In fact a friend of mine who brought very technical tools on a north face climb agreed with me so much that he bought some new model of Black Diamond tool that had a reverse curved pick, but a straight shaft...that is pretty ideal for alpine ice.

Re: Can an ice tool be too technical for me ?

PostPosted: Sun Jan 12, 2014 3:41 am
by Strider
im sorry for my poor English skills , but what do you mean when you say self belaying ? you mean plunging the tool deep into the snow and using it as a protection?

Re: Can an ice tool be too technical for me ?

PostPosted: Sun Jan 12, 2014 8:34 pm
by mvs
Strider wrote:im sorry for my poor English skills , but what do you mean when you say self belaying ? you mean plunging the tool deep into the snow and using it as a protection?


Yes. The idea is that there is some snow terrain where a fall couldn't necessarily be arrested, so a self-belay means that the shaft of the tool is plunged in well enough that it would hold if you grip it suddenly because your foot or feet slipped. A technical tool is often very curved, which blunts the effectiveness of the belay. Even worse are things like a large rand around the spike or a pinky grip/guard for leashless climbing.

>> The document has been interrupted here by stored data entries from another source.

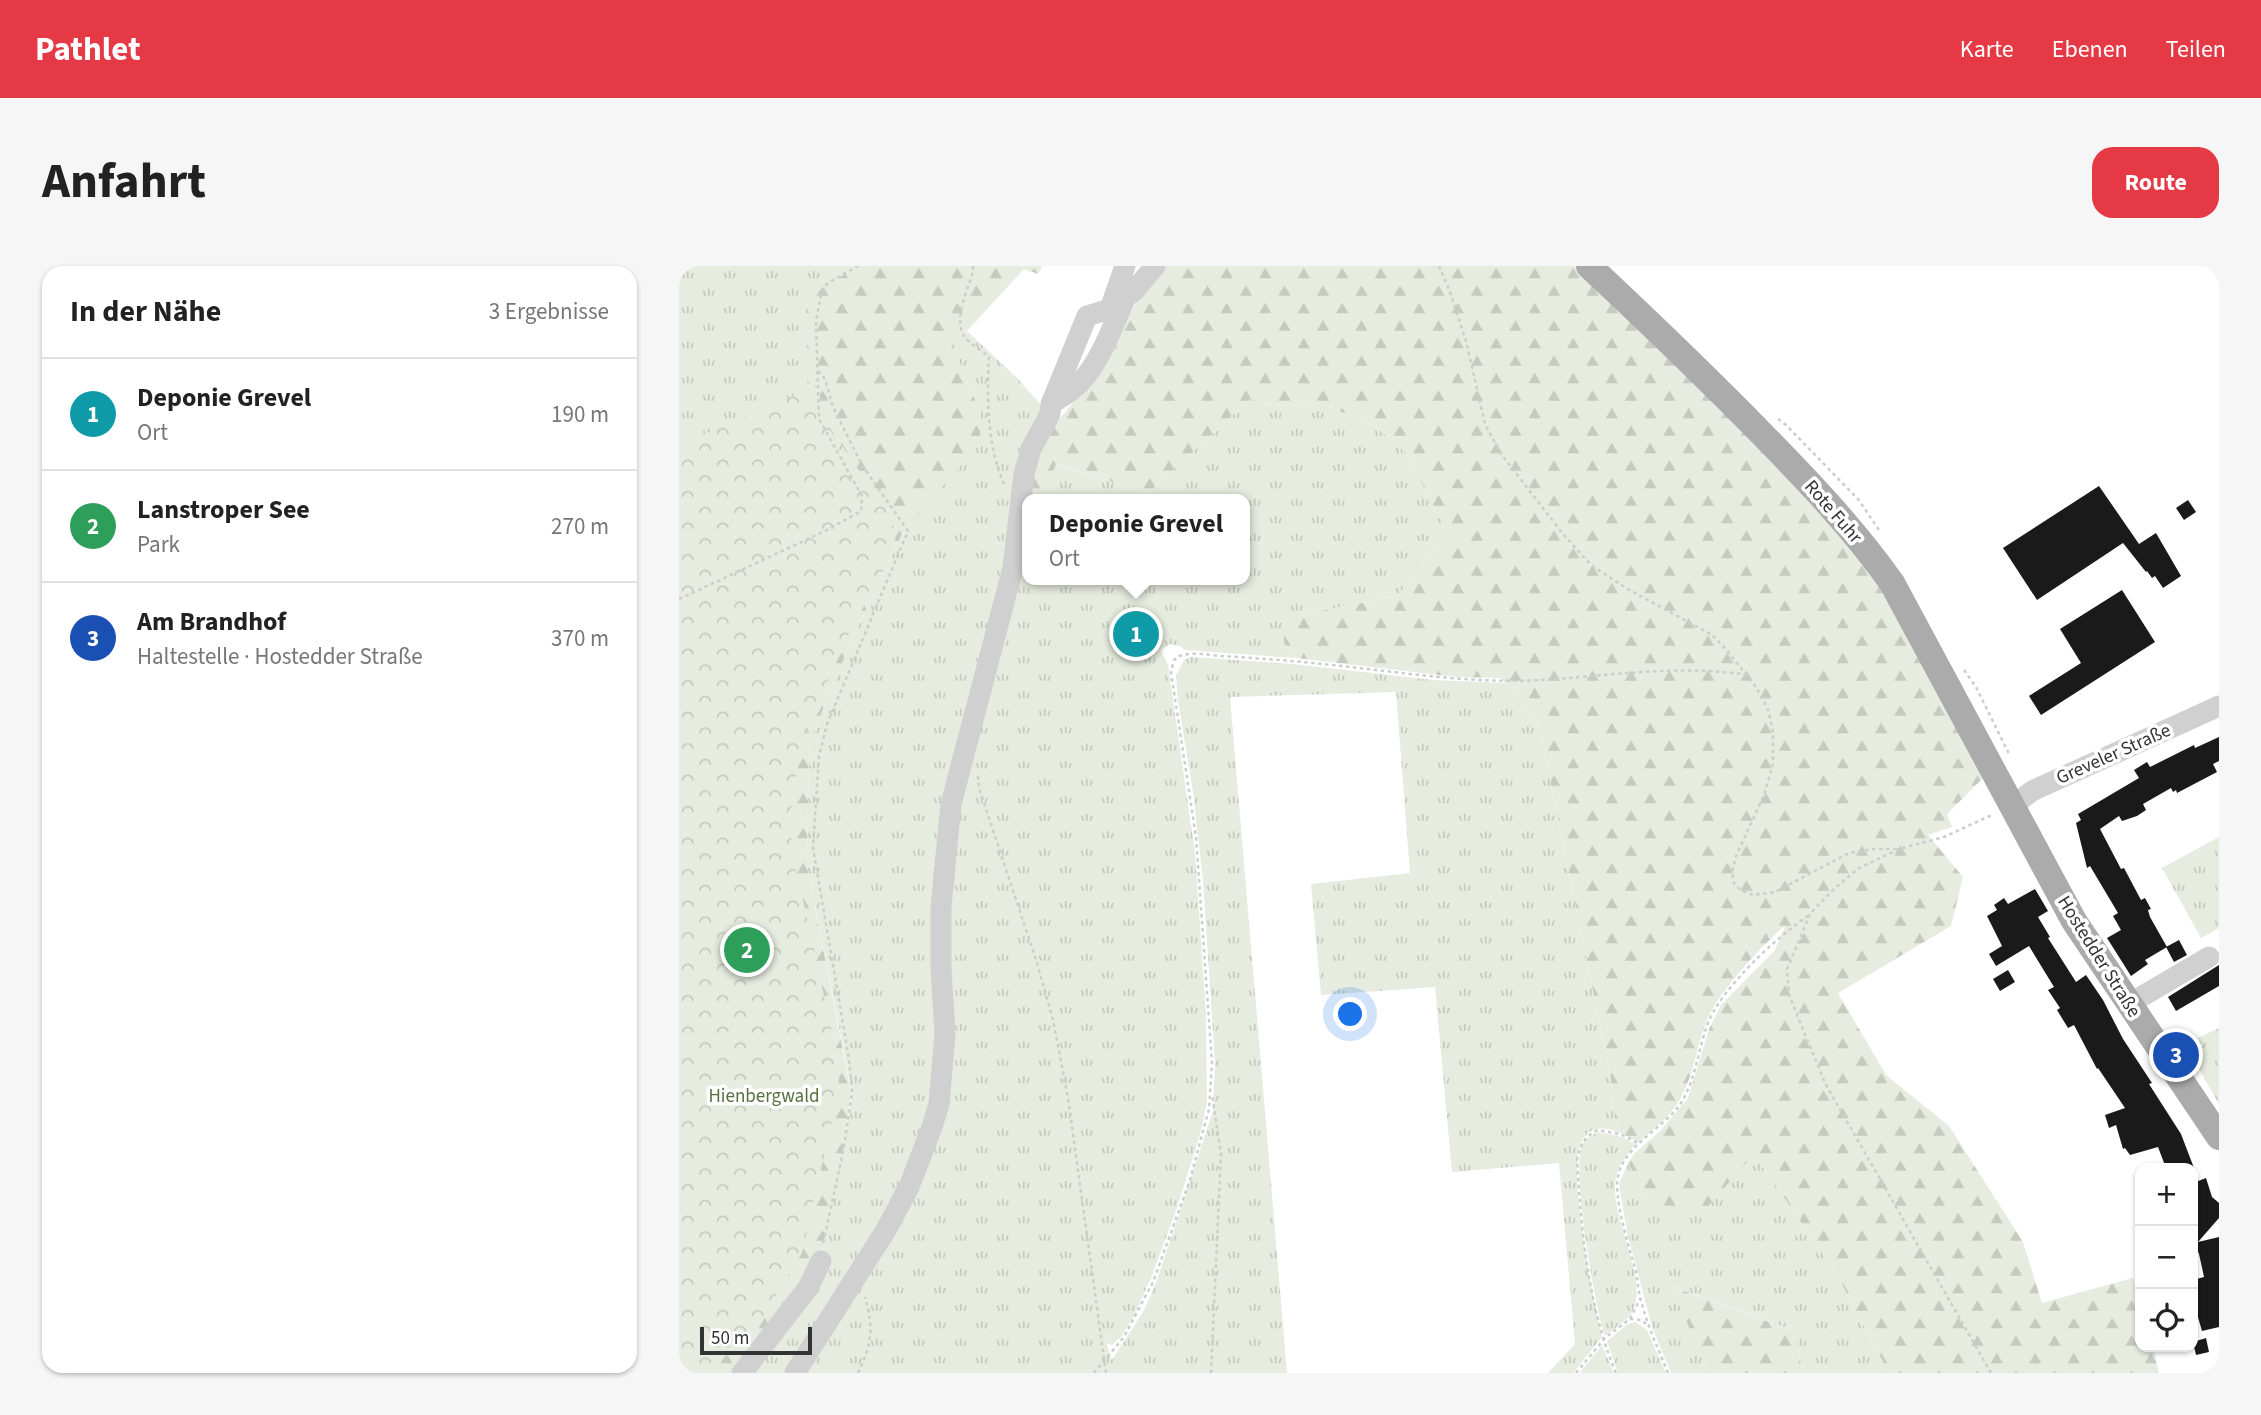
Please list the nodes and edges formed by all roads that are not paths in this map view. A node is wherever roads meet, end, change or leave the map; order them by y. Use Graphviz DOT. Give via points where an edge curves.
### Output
graph roads {
  1 [pos="1125,266"];
  2 [pos="1155,266"];
  3 [pos="1589,266"];
  4 [pos="1118,303"];
  5 [pos="2219,706"];
  6 [pos="2011,807"];
  7 [pos="2209,957"];
  8 [pos="2129,1004"];
  9 [pos="2219,1137"];
  10 [pos="821,1261"];
  11 [pos="742,1373"];
  12 [pos="795,1373"];
  1 -- 4 [label="street"];
  2 -- 4 [label="street"];
  3 -- 6 [label="main road, Rote Fuhr" via="1814,487 1872,555 1892,583"];
  4 -- 12 [label="street" via="1087,316 1024,474 1013,568 951,804 941,907 946,1034 939,1104 909,1187 858,1277"];
  5 -- 6 [label="street, Greveler Straße" via="2032,790"];
  6 -- 8 [label="main road, Hostedder Straße" via="2074,921"];
  7 -- 8 [label="street"];
  8 -- 9 [label="main road, Hostedder Straße"];
  10 -- 11 [label="street" via="808,1288"];
}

Of course, you will do water ice climbs with technical tools and top out in wallowing snow, wishing for a straight shaft but of course it's more important to have technical tools for the ice. I'm just saying I wouldn't climb long alpine ice routes with overly severe technical tools because you are bound to have long stretches of steep snow of various consistencies. The Black Diamond Venom tool with the reverse pick is useful for this, though maybe it's not "technical" enough for some routes. The Petzl Quark is a technical tool with a removable griprest to penetrate the snow in self-belay (piolet-canne) mode.